"Dear One" | |
---|---|
Song by George Harrison | |
from the album Thirty Three & 1/3 | |
Published | Oops/Ganga |
Released | 19 November 1976 |
Genre | Rock, pop |
Length | 5:08 |
Label | Dark Horse |
Songwriter(s) | George Harrison |
Producer(s) | George Harrison with Tom Scott |
Thirty Three & 1/3 track listing | |
10 tracks
|
"Dear One" is a song by English musician George Harrison, released in 1976 on his album Thirty Three & 1/3. The song was inspired by, and dedicated to, Paramahansa Yogananda, whose book Autobiography of a Yogi was a great influence on Harrison. Aside from keyboard player Richard Tee, Harrison plays all the instruments on the recording.
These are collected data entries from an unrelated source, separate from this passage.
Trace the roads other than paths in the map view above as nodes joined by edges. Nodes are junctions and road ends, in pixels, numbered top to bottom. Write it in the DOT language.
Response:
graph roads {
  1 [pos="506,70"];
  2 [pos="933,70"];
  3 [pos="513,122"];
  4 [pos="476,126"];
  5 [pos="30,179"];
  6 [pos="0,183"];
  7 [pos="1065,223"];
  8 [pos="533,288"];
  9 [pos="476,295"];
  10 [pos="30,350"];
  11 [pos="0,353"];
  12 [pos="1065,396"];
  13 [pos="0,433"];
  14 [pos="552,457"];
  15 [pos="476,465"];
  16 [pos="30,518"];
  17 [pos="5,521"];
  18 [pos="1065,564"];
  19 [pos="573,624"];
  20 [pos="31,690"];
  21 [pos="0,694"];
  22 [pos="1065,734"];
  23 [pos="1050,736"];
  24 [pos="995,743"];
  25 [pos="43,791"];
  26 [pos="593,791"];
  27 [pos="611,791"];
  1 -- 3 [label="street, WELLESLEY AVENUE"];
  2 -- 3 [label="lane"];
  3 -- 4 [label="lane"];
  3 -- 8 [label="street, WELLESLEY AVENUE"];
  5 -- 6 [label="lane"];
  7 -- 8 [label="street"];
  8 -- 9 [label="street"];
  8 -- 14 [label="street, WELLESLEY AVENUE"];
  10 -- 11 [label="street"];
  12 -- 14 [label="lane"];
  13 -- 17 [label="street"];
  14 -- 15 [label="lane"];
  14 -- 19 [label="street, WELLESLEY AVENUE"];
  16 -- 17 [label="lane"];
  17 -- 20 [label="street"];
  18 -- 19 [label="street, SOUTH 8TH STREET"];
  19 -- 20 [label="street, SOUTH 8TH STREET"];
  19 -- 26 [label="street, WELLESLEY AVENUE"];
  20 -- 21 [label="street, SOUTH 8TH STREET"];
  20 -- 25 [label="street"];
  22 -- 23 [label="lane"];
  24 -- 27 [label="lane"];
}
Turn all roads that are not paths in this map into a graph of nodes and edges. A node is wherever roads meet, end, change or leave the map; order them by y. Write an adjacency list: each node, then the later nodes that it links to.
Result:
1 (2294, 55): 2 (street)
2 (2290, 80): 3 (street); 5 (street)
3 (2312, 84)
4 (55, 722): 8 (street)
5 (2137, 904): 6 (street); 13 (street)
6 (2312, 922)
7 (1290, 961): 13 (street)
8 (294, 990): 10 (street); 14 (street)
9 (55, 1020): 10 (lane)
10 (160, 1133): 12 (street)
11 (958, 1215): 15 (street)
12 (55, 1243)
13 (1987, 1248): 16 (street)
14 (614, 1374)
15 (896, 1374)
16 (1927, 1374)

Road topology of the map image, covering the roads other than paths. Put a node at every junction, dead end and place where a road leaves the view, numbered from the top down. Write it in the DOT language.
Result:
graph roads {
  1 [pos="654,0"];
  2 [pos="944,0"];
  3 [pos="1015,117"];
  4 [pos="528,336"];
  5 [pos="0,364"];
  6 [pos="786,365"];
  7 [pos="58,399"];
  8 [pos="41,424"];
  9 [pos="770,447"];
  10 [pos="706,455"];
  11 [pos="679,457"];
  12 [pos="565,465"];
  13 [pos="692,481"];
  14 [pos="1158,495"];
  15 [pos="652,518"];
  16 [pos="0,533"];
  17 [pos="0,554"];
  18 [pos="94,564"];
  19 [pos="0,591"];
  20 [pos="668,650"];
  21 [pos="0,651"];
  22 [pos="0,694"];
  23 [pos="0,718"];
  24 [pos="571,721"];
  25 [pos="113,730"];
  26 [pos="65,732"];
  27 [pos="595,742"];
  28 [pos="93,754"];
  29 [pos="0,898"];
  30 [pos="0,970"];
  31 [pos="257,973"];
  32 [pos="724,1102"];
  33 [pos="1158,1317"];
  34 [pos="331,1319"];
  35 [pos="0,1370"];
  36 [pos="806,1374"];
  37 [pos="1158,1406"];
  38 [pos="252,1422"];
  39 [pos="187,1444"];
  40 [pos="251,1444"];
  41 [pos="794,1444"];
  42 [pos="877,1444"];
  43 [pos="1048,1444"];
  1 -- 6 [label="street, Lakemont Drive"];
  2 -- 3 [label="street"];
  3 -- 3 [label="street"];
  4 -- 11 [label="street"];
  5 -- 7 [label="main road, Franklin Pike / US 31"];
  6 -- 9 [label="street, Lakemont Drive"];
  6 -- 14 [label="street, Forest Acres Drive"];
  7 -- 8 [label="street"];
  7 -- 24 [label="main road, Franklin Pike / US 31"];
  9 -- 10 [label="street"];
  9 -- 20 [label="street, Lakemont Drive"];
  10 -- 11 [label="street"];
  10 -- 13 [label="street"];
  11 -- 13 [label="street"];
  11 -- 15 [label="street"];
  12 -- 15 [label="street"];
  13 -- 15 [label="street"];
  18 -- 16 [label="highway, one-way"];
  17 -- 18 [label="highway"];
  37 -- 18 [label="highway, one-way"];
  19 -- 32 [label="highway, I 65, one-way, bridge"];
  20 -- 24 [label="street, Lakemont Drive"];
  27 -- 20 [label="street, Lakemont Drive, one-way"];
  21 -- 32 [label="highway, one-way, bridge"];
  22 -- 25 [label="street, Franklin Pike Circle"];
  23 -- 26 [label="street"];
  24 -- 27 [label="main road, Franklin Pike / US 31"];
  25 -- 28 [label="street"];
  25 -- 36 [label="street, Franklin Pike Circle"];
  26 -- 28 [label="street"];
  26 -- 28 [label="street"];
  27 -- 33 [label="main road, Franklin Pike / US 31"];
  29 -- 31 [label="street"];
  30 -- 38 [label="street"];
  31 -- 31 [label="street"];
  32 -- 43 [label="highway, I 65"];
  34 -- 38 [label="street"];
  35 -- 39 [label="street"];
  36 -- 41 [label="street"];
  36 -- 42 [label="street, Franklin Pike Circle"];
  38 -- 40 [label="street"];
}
Harrison wrote the lyrics to "Dear One" in 1976 during a vacation to the Virgin Islands, shortly before starting work on Thirty Three & 1/3. In his autobiography, I, Me, Mine, Harrison says that he believes the song is the only one he ever wrote in open A tuning. The lyrics are directed to Premavatar Paramahansa Yogananda, author of Autobiography of a Yogi, who Harrison called "a great influence on my life". While in India in 1966, Harrison was given a copy of Yogananda's book by Ravi Shankar's brother, after which, author Peter Doggett writes, Harrison "read every Indian spiritual text he could find".
Apart from American musician Richard Tee on organ, Harrison played all the instruments on the recording: acoustic guitars, synthesizers and percussion (hi-hats). As with the song "See Yourself", Harrison dedicated "Dear One" to Yogananda on the credits to the Thirty Three & 1/3 album.
In his Encyclopedia of Popular Music, Colin Larkin describes the track as a song that "could have come straight off of The Beatles' Abbey Road". He adds: "'Dear One' weaves a haunting, Indian-influenced melody with a big pop chorus to create an intensely moving song of devotion."